Health Troubles Persist For 9/11 Rescue Workers

Hospital study finds lung damage among other problems


It was late in the night when James Zadroga, sleeping beside his 4-year-old daughter, woke up to fetch her some milk. It was no easy errand: The former New York City police detective's lungs were so scarred that he needed supplemental oxygen to breathe.

In 2001, after the attack on the World Trade Center, he had donned a paper mask and toiled at Ground Zero on rescue and recovery missions. Then he developed a cough and damaged lungs. Four years later, the 34-year-old was dying.

Sometime in that January night, Zadroga fell to the bedroom floor. At dawn, his father came into the room and found him, then gently woke the girl to tell her that Zadroga was dead. Her bottle was still in his hand. "I told her that her daddy has passed and she cried, 'No, no, he's just sleeping, he just got up to get me a bottle,'" says Joseph Zadroga, of Little Egg Harbor Township, N.J., who is now raising his granddaughter, Tyler Ann. Her mother died two years earlier.

An autopsy done by a New Jersey coroner attributed James' death to dust from Ground Zero. He had never been a smoker and had no previous respiratory problems. "No one should have to go through this," his father says.

Nearly five years after the terrorist attack, thousands of workers who toiled at the World Trade Center site continue to experience health problems, according to doctors at Mount Sinai Center for Occupational & Environmental Medicine in New York.

Zadroga's death -- the first death linked by an autopsy to toxins at the site -- has galvanized union leaders and politicians such as Sen. Hillary Rodham Clinton, D-N.Y., to call for more aid and investigation.

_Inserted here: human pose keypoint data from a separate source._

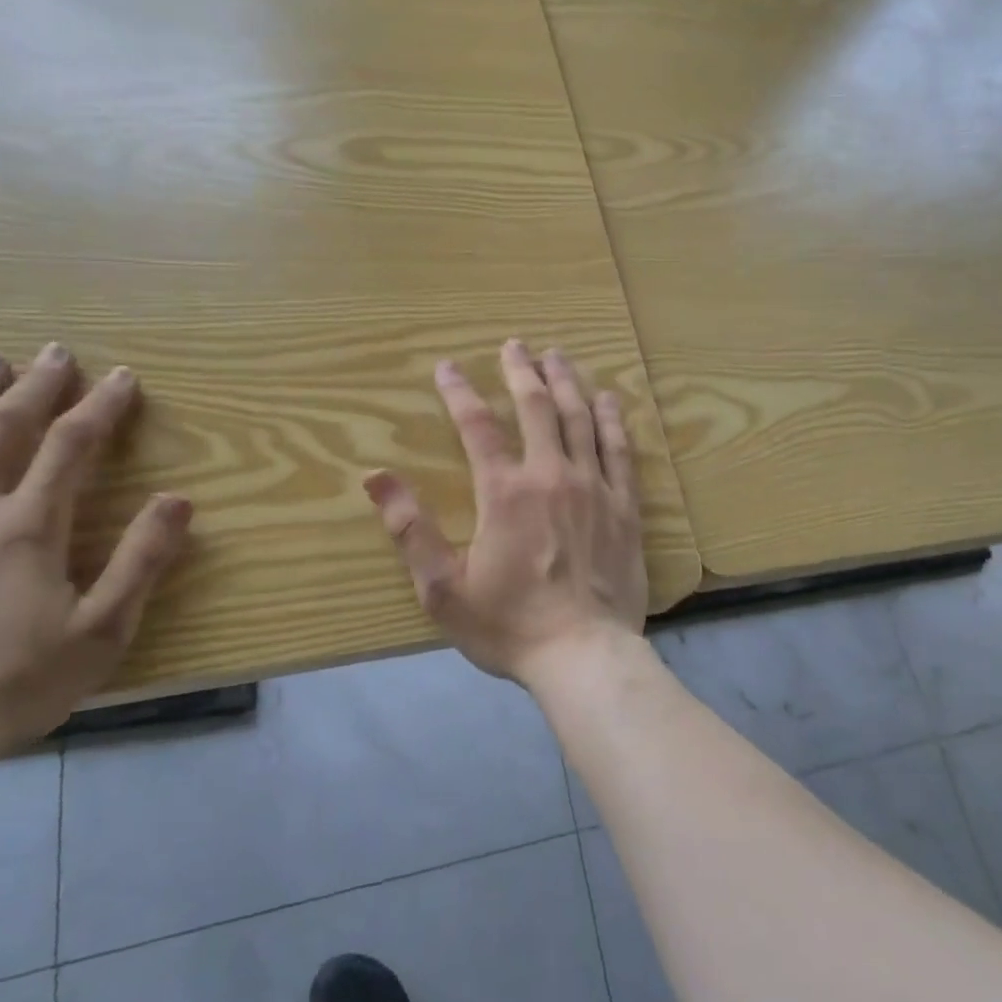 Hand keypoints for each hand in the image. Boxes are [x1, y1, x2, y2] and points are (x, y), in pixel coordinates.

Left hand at [0, 344, 191, 764]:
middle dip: (36, 385)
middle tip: (55, 353)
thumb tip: (178, 500)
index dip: (101, 406)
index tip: (123, 378)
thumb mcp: (102, 630)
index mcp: (29, 527)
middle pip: (4, 428)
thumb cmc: (14, 684)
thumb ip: (142, 560)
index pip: (72, 445)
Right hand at [363, 340, 648, 687]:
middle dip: (522, 371)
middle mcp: (551, 476)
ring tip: (557, 356)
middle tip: (515, 345)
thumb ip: (410, 530)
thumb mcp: (442, 588)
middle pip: (537, 407)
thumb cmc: (509, 626)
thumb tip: (375, 477)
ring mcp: (594, 487)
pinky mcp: (625, 506)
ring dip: (566, 382)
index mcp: (504, 493)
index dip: (459, 392)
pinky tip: (609, 398)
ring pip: (581, 418)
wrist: (583, 655)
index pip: (477, 426)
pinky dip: (612, 419)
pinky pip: (620, 450)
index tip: (447, 367)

Concern over ongoing ailments plaguing World Trade Center workers is also leading to accusations that federal safety oversight at Ground Zero was lax -- a charge that federal officials vigorously deny. Environmental Protection Agency (EPA) officials said in a statement issued to USA TODAY in May that they responded immediately as events unfolded, with the highest priority being to protect the environment and health of the people of New York.

The agency took more than 10,000 samples of air, water and dust, which yielded more than a quarter of a million results, and worked with other federal agencies to caution that workers should wear protective gear. Officials acknowledge that some workers from the site now are ill.

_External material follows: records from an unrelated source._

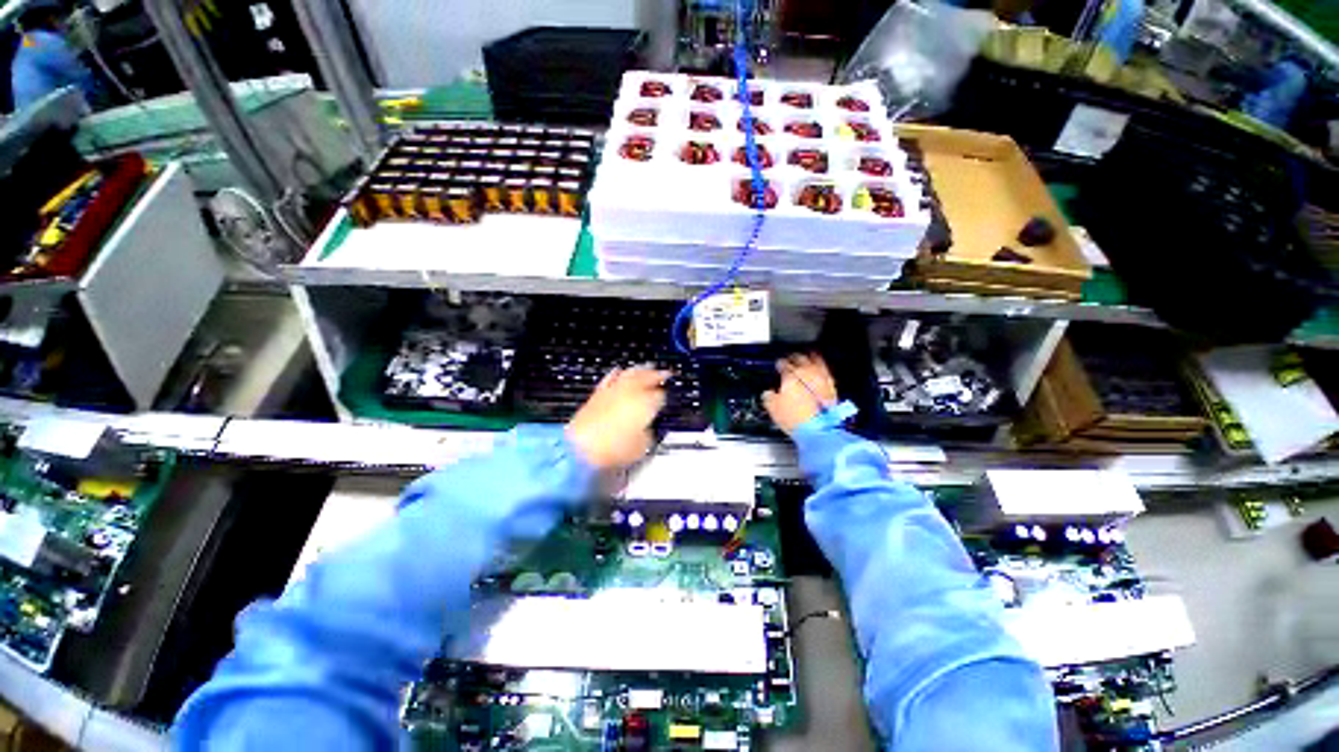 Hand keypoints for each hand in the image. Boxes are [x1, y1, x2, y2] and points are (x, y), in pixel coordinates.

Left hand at [566, 367, 670, 470]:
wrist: (581, 448)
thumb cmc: (614, 449)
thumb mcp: (641, 448)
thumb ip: (648, 435)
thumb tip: (647, 430)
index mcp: (647, 403)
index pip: (661, 395)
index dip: (665, 398)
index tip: (666, 399)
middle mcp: (631, 392)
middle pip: (648, 377)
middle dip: (657, 375)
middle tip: (665, 373)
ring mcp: (614, 390)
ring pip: (631, 373)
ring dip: (641, 370)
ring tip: (647, 367)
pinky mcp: (598, 394)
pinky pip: (611, 378)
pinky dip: (617, 373)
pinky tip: (618, 371)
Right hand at [762, 353, 837, 434]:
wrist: (818, 429)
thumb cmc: (796, 418)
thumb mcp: (772, 407)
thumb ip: (768, 396)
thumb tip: (768, 393)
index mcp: (790, 375)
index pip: (782, 364)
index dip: (779, 364)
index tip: (778, 365)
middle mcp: (807, 373)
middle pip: (800, 358)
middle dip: (794, 357)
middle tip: (791, 358)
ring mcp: (821, 379)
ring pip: (816, 361)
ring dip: (811, 358)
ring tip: (809, 358)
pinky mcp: (832, 388)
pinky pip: (826, 373)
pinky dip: (822, 370)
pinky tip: (820, 373)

A class-action lawsuit has been filed alleging that the agency made false reassurances about the air quality at the site. No trial date has been set.

"The EPA said there was no danger, but this was the perfect storm of environmental toxins, and now we're paying the price," says Thomas Cahill, an air pollution expert and professor emeritus at the University of California, Davis, who studied the air quality around Ground Zero. "It was wildly toxic, and the EPA knew that. Hopefully, this will lead to a renewed effort not to forget these people."

About 40,000 workers toiled at Ground Zero, including immigrant day laborers, contractors, volunteers from other towns, paramedics, firefighters and police officers. They carried out myriad tasks, from digging through rubble in search of survivors to delivering ice and water. It's uncertain how many may now be sick.

A medical screening and monitoring program coordinated by Mount Sinai Center for Occupational & Environmental Medicine in New York indicates that more than half need immediate medical or mental health treatment. The estimate is based on a sample of the 16,000 workers screened to date. In fact, demand is so great that the waiting list for care through an independent treatment program offered by Mount Sinai is 16 weeks. The study looks at those who worked at the site during or shortly after the disaster.